Leserbriefe

Thomas Forst

Von Thomas Forst (Emmendingen)

Di, 19. Mai 2020

Leserbriefe Emmendingen

OB-WAHL UND FLÄCHENFRAGEN
Nicht hauptsächlich Eigentumswohnungen
Zur Wahl in Corona-Zeiten und zum Umgang mit Flächen am Beispiel des Weinstock-Quartiers (BZ vom 28. April):
Der Gemeinderat verschob die OB-Wahl vom April in den Mai, unter anderem weil im April kein angemessener Wahlkampf möglich war. Das gilt zwar auch für die Wahl im Mai, aber die Verwaltung, die ja vermutlich vom amtierenden OB völlig unabhängig ist, hatte dies vorgeschlagen. Damit handelt sich diese Wahl unnötig einen handfesten Anfechtungsgrund ein.

Aber ist ein Wechsel überhaupt nötig? Verspricht uns doch der OB von Wahlplakaten herab nachhaltiges Denken und gemeinsames Lenken. Überprüfen wir dies am Bau des Wohnquartiers "Weinstock Quartett" auf dem Gelände der ehemaligen Südwest-Rohstoff. Hier hat die Stadt nach dem viel selbstgelobten Emmendinger Modell dem Investor städtische Fläche verkauft, um danach mit der Städtischen Wohnbaugesellschaft einen Block von vieren vom Investor zu kaufen, um sozialen Wohnraum zu schaffen. Nachhaltiges Handeln hätte hier bedeuten können, dass die Stadt gar keine städtischen Flächen mehr an Investoren verkauft, wie dies inzwischen große Städte wie Hamburg und Berlin handhaben.

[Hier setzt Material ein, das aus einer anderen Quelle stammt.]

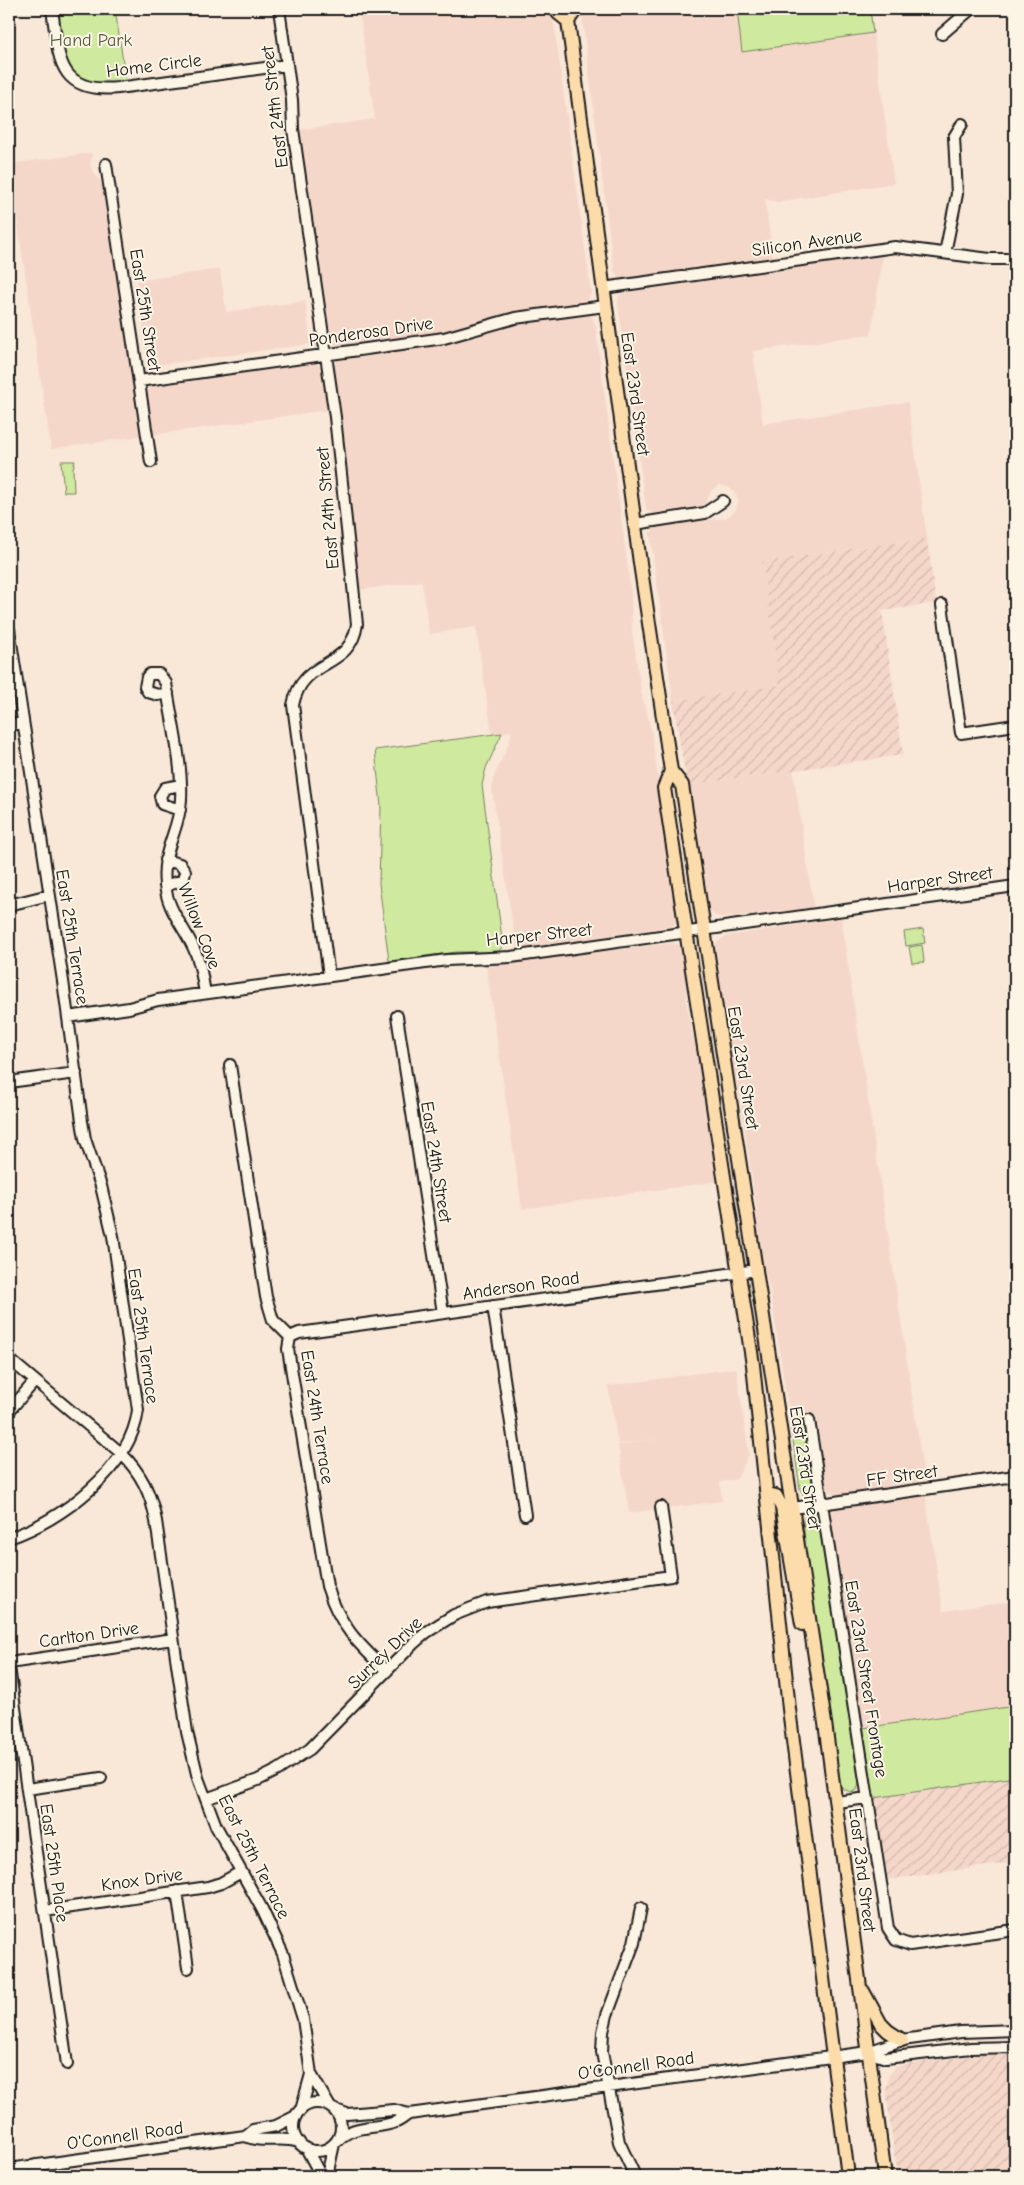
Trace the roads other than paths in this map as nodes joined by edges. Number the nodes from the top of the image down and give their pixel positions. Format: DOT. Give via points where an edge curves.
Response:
graph roads {
  1 [pos="52,9"];
  2 [pos="279,9"];
  3 [pos="557,9"];
  4 [pos="575,9"];
  5 [pos="971,9"];
  6 [pos="568,21"];
  7 [pos="942,34"];
  8 [pos="287,65"];
  9 [pos="962,124"];
  10 [pos="106,164"];
  11 [pos="945,252"];
  12 [pos="1015,259"];
  13 [pos="603,288"];
  14 [pos="605,306"];
  15 [pos="326,354"];
  16 [pos="139,381"];
  17 [pos="151,462"];
  18 [pos="723,502"];
  19 [pos="635,524"];
  20 [pos="942,604"];
  21 [pos="9,629"];
  22 [pos="168,693"];
  23 [pos="23,723"];
  24 [pos="9,725"];
  25 [pos="1015,725"];
  26 [pos="670,771"];
  27 [pos="181,785"];
  28 [pos="180,810"];
  29 [pos="165,860"];
  30 [pos="165,886"];
  31 [pos="1015,886"];
  32 [pos="48,895"];
  33 [pos="9,905"];
  34 [pos="704,930"];
  35 [pos="686,933"];
  36 [pos="329,976"];
  37 [pos="205,993"];
  38 [pos="397,1016"];
  39 [pos="68,1017"];
  40 [pos="230,1066"];
  41 [pos="76,1073"];
  42 [pos="9,1082"];
  43 [pos="756,1270"];
  44 [pos="739,1273"];
  45 [pos="493,1306"];
  46 [pos="443,1312"];
  47 [pos="290,1337"];
  48 [pos="9,1359"];
  49 [pos="35,1381"];
  50 [pos="9,1411"];
  51 [pos="809,1420"];
  52 [pos="120,1453"];
  53 [pos="1015,1476"];
  54 [pos="768,1494"];
  55 [pos="822,1504"];
  56 [pos="661,1506"];
  57 [pos="793,1508"];
  58 [pos="525,1515"];
  59 [pos="9,1538"];
  60 [pos="173,1639"];
  61 [pos="814,1651"];
  62 [pos="9,1665"];
  63 [pos="387,1671"];
  64 [pos="101,1778"];
  65 [pos="27,1789"];
  66 [pos="868,1798"];
  67 [pos="206,1799"];
  68 [pos="836,1802"];
  69 [pos="241,1872"];
  70 [pos="177,1891"];
  71 [pos="641,1908"];
  72 [pos="44,1910"];
  73 [pos="1015,1930"];
  74 [pos="188,1968"];
  75 [pos="860,1987"];
  76 [pos="1015,2030"];
  77 [pos="902,2040"];
  78 [pos="1015,2047"];
  79 [pos="868,2052"];
  80 [pos="833,2056"];
  81 [pos="67,2064"];
  82 [pos="311,2074"];
  83 [pos="608,2086"];
  84 [pos="332,2108"];
  85 [pos="299,2113"];
  86 [pos="409,2114"];
  87 [pos="245,2136"];
  88 [pos="335,2143"];
  89 [pos="302,2145"];
  90 [pos="36,2165"];
  91 [pos="9,2169"];
  92 [pos="38,2176"];
  93 [pos="321,2176"];
  94 [pos="327,2176"];
  95 [pos="635,2176"];
  96 [pos="848,2176"];
  97 [pos="885,2176"];
  1 -- 8 [label="street, Home Circle" via="61,64 72,79 91,89"];
  2 -- 8 [label="street, East 24th Street"];
  3 -- 6 [label="main road"];
  4 -- 6 [label="main road"];
  5 -- 7 [label="street"];
  6 -- 13 [label="main road, East 23rd Street"];
  8 -- 15 [label="street, East 24th Street" via="293,129"];
  9 -- 11 [label="street" via="954,137 957,194"];
  10 -- 16 [label="street, East 25th Street"];
  11 -- 12 [label="street, Silicon Avenue"];
  11 -- 13 [label="street, Silicon Avenue" via="895,247"];
  13 -- 14 [label="main road, East 23rd Street"];
  14 -- 15 [label="street, Ponderosa Drive" via="515,318 444,338"];
  14 -- 19 [label="main road, East 23rd Street"];
  15 -- 16 [label="street, Ponderosa Drive"];
  15 -- 36 [label="street, East 24th Street" via="357,624 352,644 305,678 293,705"];
  16 -- 17 [label="street, East 25th Street"];
  18 -- 19 [label="street" via="705,513"];
  19 -- 26 [label="main road, East 23rd Street"];
  20 -- 25 [label="street" via="961,732"];
  21 -- 23 [label="street, East 25th Terrace"];
  22 -- 27 [label="street, Willow Cove"];
  23 -- 24 [label="street"];
  23 -- 32 [label="street, East 25th Terrace"];
  26 -- 34 [label="main road, East 23rd Street" via="682,785"];
  26 -- 35 [label="main road, East 23rd Street" via="664,788"];
  27 -- 28 [label="street, Willow Cove"];
  27 -- 28 [label="street" via="165,788 160,796 162,804"];
  28 -- 29 [label="street, Willow Cove"];
  29 -- 30 [label="street, Willow Cove"];
  29 -- 30 [label="street" via="180,864 185,871 183,880"];
  30 -- 37 [label="street, Willow Cove" via="174,916 194,950"];
  31 -- 34 [label="street, Harper Street"];
  32 -- 33 [label="street"];
  32 -- 39 [label="street, East 25th Terrace"];
  34 -- 35 [label="street, Harper Street"];
  34 -- 43 [label="main road, East 23rd Street"];
  35 -- 36 [label="street, Harper Street"];
  35 -- 44 [label="main road, East 23rd Street"];
  36 -- 37 [label="street, Harper Street"];
  37 -- 39 [label="street, Harper Street"];
  38 -- 46 [label="street, East 24th Street"];
  39 -- 41 [label="street, East 25th Terrace"];
  40 -- 47 [label="street, East 24th Terrace" via="266,1297 273,1320"];
  41 -- 42 [label="street"];
  41 -- 52 [label="street, East 25th Terrace" via="85,1139 113,1236 136,1394 136,1423"];
  43 -- 44 [label="street, Anderson Road"];
  43 -- 57 [label="main road, East 23rd Street"];
  44 -- 45 [label="street, Anderson Road"];
  44 -- 54 [label="main road, East 23rd Street"];
  45 -- 46 [label="street, Anderson Road"];
  45 -- 58 [label="street"];
  46 -- 47 [label="street, Anderson Road" via="298,1333"];
  47 -- 63 [label="street, East 24th Terrace" via="288,1349 329,1593 349,1633"];
  48 -- 49 [label="street"];
  49 -- 50 [label="street"];
  49 -- 52 [label="street"];
  51 -- 55 [label="street, East 23rd Street Frontage"];
  52 -- 59 [label="street" via="100,1478 72,1504 43,1524"];
  52 -- 60 [label="street, East 25th Terrace" via="147,1487 152,1504"];
  53 -- 55 [label="street, FF Street"];
  54 -- 61 [label="main road" via="781,1502 802,1626"];
  54 -- 80 [label="main road, East 23rd Street" via="790,1719"];
  55 -- 57 [label="street, FF Street"];
  55 -- 66 [label="street, East 23rd Street Frontage"];
  56 -- 63 [label="street, Surrey Drive" via="671,1576 501,1599 470,1608 426,1632"];
  57 -- 61 [label="main road, East 23rd Street"];
  60 -- 62 [label="street, Carlton Drive"];
  60 -- 67 [label="street, East 25th Terrace" via="187,1732"];
  61 -- 68 [label="main road, East 23rd Street"];
  62 -- 65 [label="street, East 25th Place"];
  63 -- 67 [label="street, Surrey Drive" via="326,1735 296,1759 258,1780"];
  64 -- 65 [label="street"];
  65 -- 72 [label="street, East 25th Place"];
  66 -- 68 [label="street"];
  66 -- 73 [label="street, East 23rd Street Frontage" via="888,1928 896,1940 910,1945"];
  67 -- 69 [label="street, East 25th Terrace" via="216,1826"];
  68 -- 75 [label="main road, East 23rd Street"];
  69 -- 70 [label="street, Knox Drive" via="215,1885"];
  69 -- 82 [label="street, East 25th Terrace" via="267,1918 291,1976"];
  70 -- 72 [label="street, Knox Drive"];
  70 -- 74 [label="street"];
  71 -- 83 [label="street" via="634,1943 603,2032 602,2052"];
  72 -- 81 [label="street, East 25th Place"];
  75 -- 77 [label="main road" via="881,2024"];
  75 -- 79 [label="main road, East 23rd Street"];
  76 -- 77 [label="street, O'Connell Road" via="961,2032"];
  77 -- 79 [label="street, O'Connell Road"];
  78 -- 79 [label="street, O'Connell Road" via="972,2048 886,2058"];
  79 -- 80 [label="street, O'Connell Road"];
  79 -- 97 [label="main road, East 23rd Street"];
  80 -- 83 [label="street, O'Connell Road"];
  80 -- 96 [label="main road, East 23rd Street"];
  82 -- 84 [label="street, East 25th Terrace"];
  82 -- 85 [label="street, East 25th Terrace"];
  83 -- 86 [label="street, O'Connell Road"];
  83 -- 95 [label="street" via="619,2142"];
  84 -- 85 [label="street" via="314,2104"];
  84 -- 86 [label="street, O'Connell Road" via="348,2114 394,2110"];
  84 -- 88 [label="street" via="341,2123"];
  85 -- 87 [label="street, O'Connell Road" via="276,2126 253,2130"];
  85 -- 89 [label="street" via="294,2130"];
  86 -- 88 [label="street, O'Connell Road" via="396,2122 359,2128"];
  87 -- 89 [label="street, O'Connell Road" via="255,2141 280,2138"];
  87 -- 90 [label="street, O'Connell Road"];
  88 -- 89 [label="street" via="320,2150"];
  88 -- 94 [label="street"];
  89 -- 93 [label="street"];
  90 -- 91 [label="street, O'Connell Road"];
  90 -- 92 [label="street"];
}
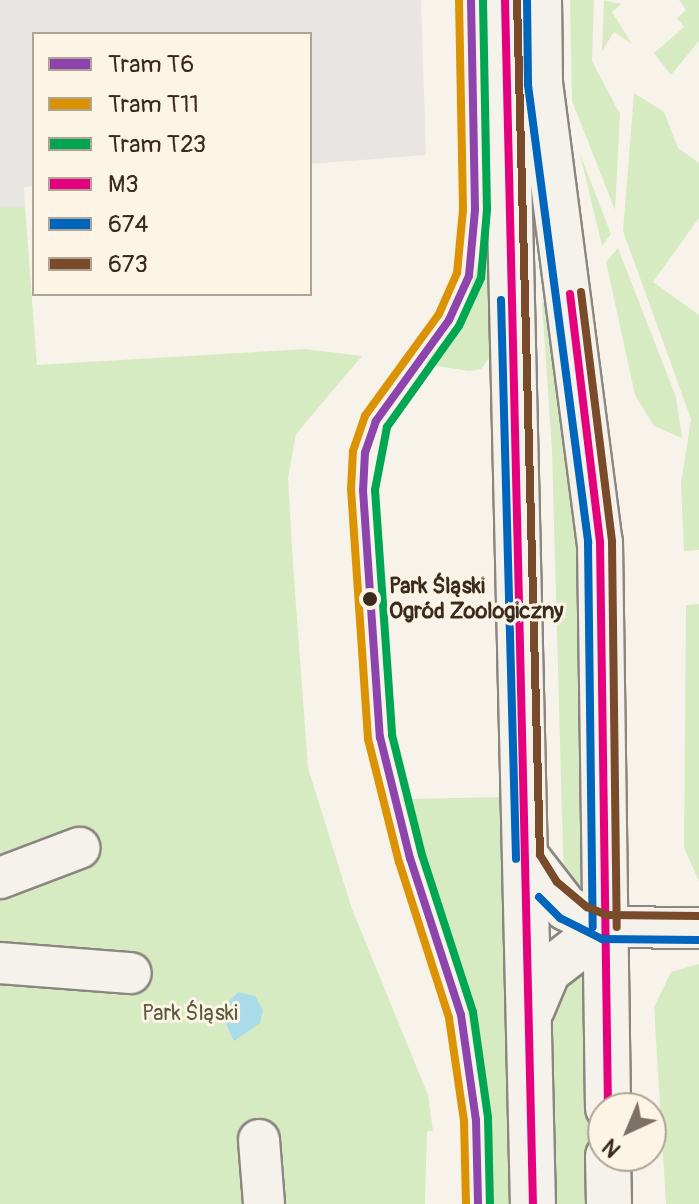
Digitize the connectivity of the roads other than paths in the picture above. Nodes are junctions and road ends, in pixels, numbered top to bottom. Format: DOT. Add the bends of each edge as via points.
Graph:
graph roads {
  1 [pos="505,0"];
  2 [pos="539,0"];
  3 [pos="79,848"];
  4 [pos="528,859"];
  5 [pos="0,878"];
  6 [pos="605,927"];
  7 [pos="699,928"];
  8 [pos="0,963"];
  9 [pos="131,973"];
  10 [pos="530,1016"];
  11 [pos="608,1092"];
  12 [pos="259,1140"];
  13 [pos="608,1172"];
  14 [pos="264,1204"];
  15 [pos="533,1204"];
  16 [pos="609,1204"];
  1 -- 4 [label="main road"];
  2 -- 6 [label="main road" via="540,83 600,542"];
  3 -- 5 [label="street"];
  4 -- 6 [label="main road" via="566,908"];
  4 -- 10 [label="main road"];
  6 -- 7 [label="street"];
  6 -- 10 [label="main road" via="548,971"];
  6 -- 11 [label="main road"];
  8 -- 9 [label="street"];
  10 -- 15 [label="main road"];
  12 -- 14 [label="street"];
  13 -- 16 [label="main road"];
}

Gemeinsames Lenken hätte hier bedeuten können, nicht mit privaten Investoren diese Fläche zu entwickeln und hauptsächliche Eigentumswohnungen zu bauen, sondern mit gemeinnützigen Unternehmen, mit denen man die Schaffung von dauerhaft günstigem Mietwohnraum auf der gesamten Fläche hätte vereinbaren können. Auch dafür gibt es inzwischen zahlreiche Vorbilder.